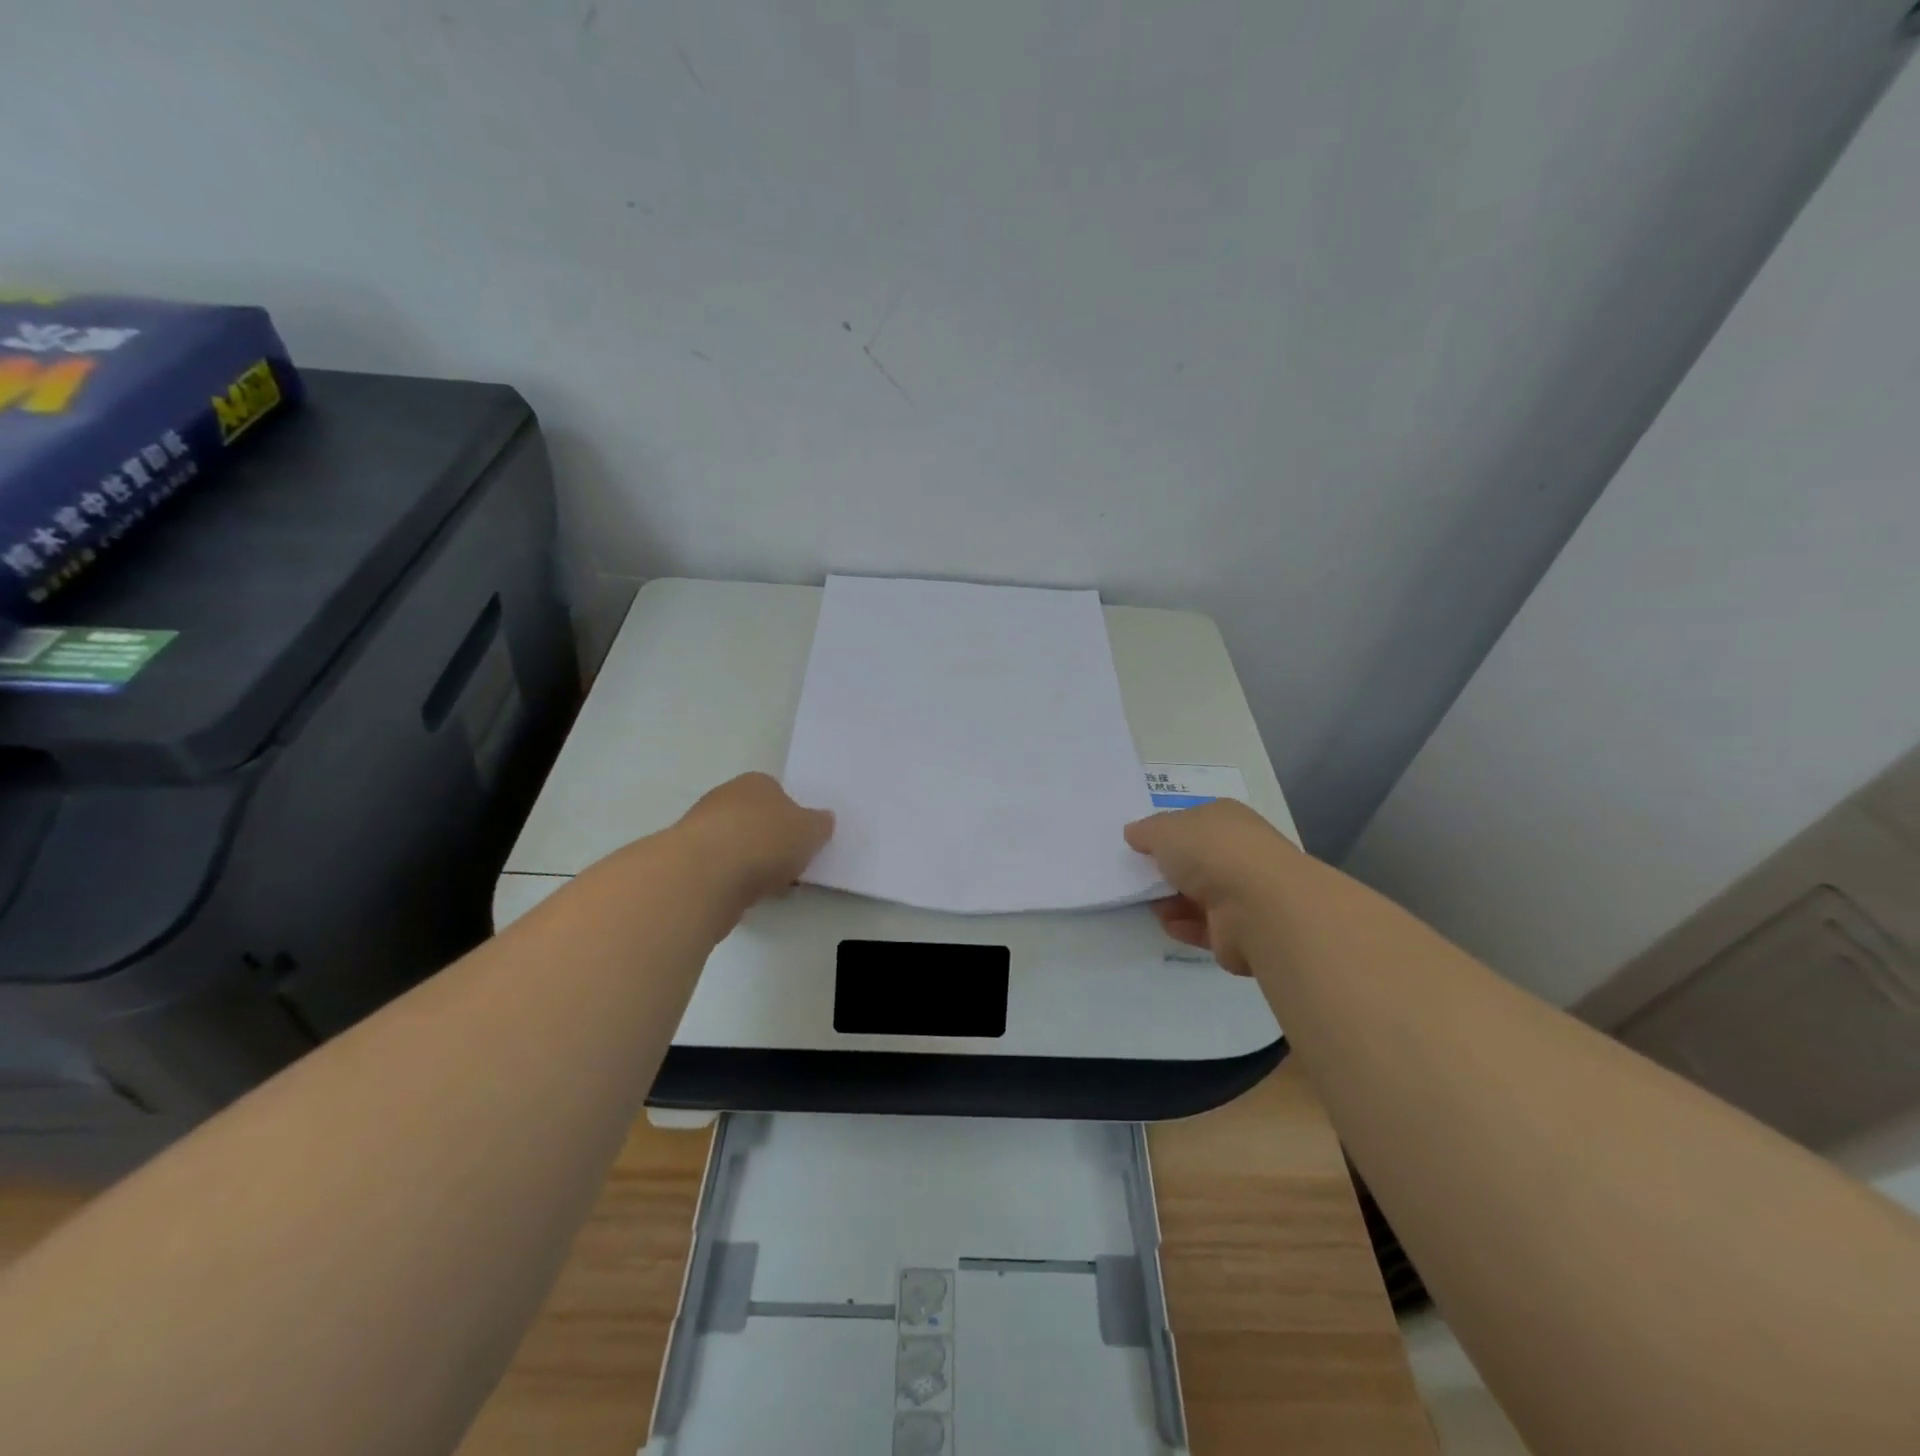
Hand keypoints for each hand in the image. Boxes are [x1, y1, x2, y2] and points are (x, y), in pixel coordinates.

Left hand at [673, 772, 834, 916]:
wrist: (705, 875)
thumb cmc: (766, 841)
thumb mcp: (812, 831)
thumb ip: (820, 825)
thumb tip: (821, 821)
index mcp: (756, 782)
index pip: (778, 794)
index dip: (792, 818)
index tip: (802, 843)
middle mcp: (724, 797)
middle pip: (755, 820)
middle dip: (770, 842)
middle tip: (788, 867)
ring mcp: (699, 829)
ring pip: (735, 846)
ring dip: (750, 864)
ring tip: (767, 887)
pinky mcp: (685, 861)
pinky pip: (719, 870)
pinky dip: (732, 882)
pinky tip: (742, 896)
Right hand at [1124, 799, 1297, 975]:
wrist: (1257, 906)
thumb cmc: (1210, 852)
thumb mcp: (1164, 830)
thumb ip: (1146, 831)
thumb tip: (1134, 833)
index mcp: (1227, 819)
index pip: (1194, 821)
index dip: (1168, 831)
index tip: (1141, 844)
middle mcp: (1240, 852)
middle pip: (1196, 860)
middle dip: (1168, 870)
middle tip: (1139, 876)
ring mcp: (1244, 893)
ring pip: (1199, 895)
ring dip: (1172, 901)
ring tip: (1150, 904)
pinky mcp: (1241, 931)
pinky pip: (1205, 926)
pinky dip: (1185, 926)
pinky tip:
•••
**WORK INSTRUCTION:**
The answer should consist of all the records, duplicated exactly, with no images included.

**WRITTEN SOLUTION:**
Hand keypoints for each hand in the image. Boxes are [x1, y1, x2, y2] and points are (x, y), in pixel coordinates.

Left hand at [673, 772, 834, 916]:
wrist: (705, 875)
thumb cmc: (766, 841)
thumb mcp: (812, 831)
thumb ip: (820, 825)
thumb tip: (821, 821)
index mcp: (756, 782)
index pip: (778, 794)
index dip: (792, 818)
index tip: (802, 843)
middle mcp: (724, 797)
middle pip: (755, 820)
middle dip: (770, 842)
middle tip: (788, 867)
ring mcp: (699, 829)
ring pip: (735, 846)
ring dip: (750, 864)
ring tip: (767, 887)
pinky mcp: (685, 861)
pinky pip: (719, 870)
pinky dip: (732, 882)
pinky tip: (742, 896)
Right hand at [1124, 799, 1297, 975]:
wrist: (1257, 906)
thumb cmc: (1210, 852)
thumb mcp: (1164, 830)
thumb ip: (1146, 831)
thumb tip: (1134, 833)
index mcp: (1227, 819)
index pip: (1194, 821)
index dip: (1168, 831)
index tip: (1141, 844)
middle mcp: (1240, 852)
middle pip: (1196, 860)
middle dip: (1168, 870)
middle tip: (1139, 876)
ring mcp: (1244, 893)
ring pip: (1199, 895)
ring dip: (1172, 901)
ring tip: (1150, 904)
pinky mcp: (1241, 931)
pinky pip: (1205, 926)
pinky dip: (1185, 926)
pinky tip:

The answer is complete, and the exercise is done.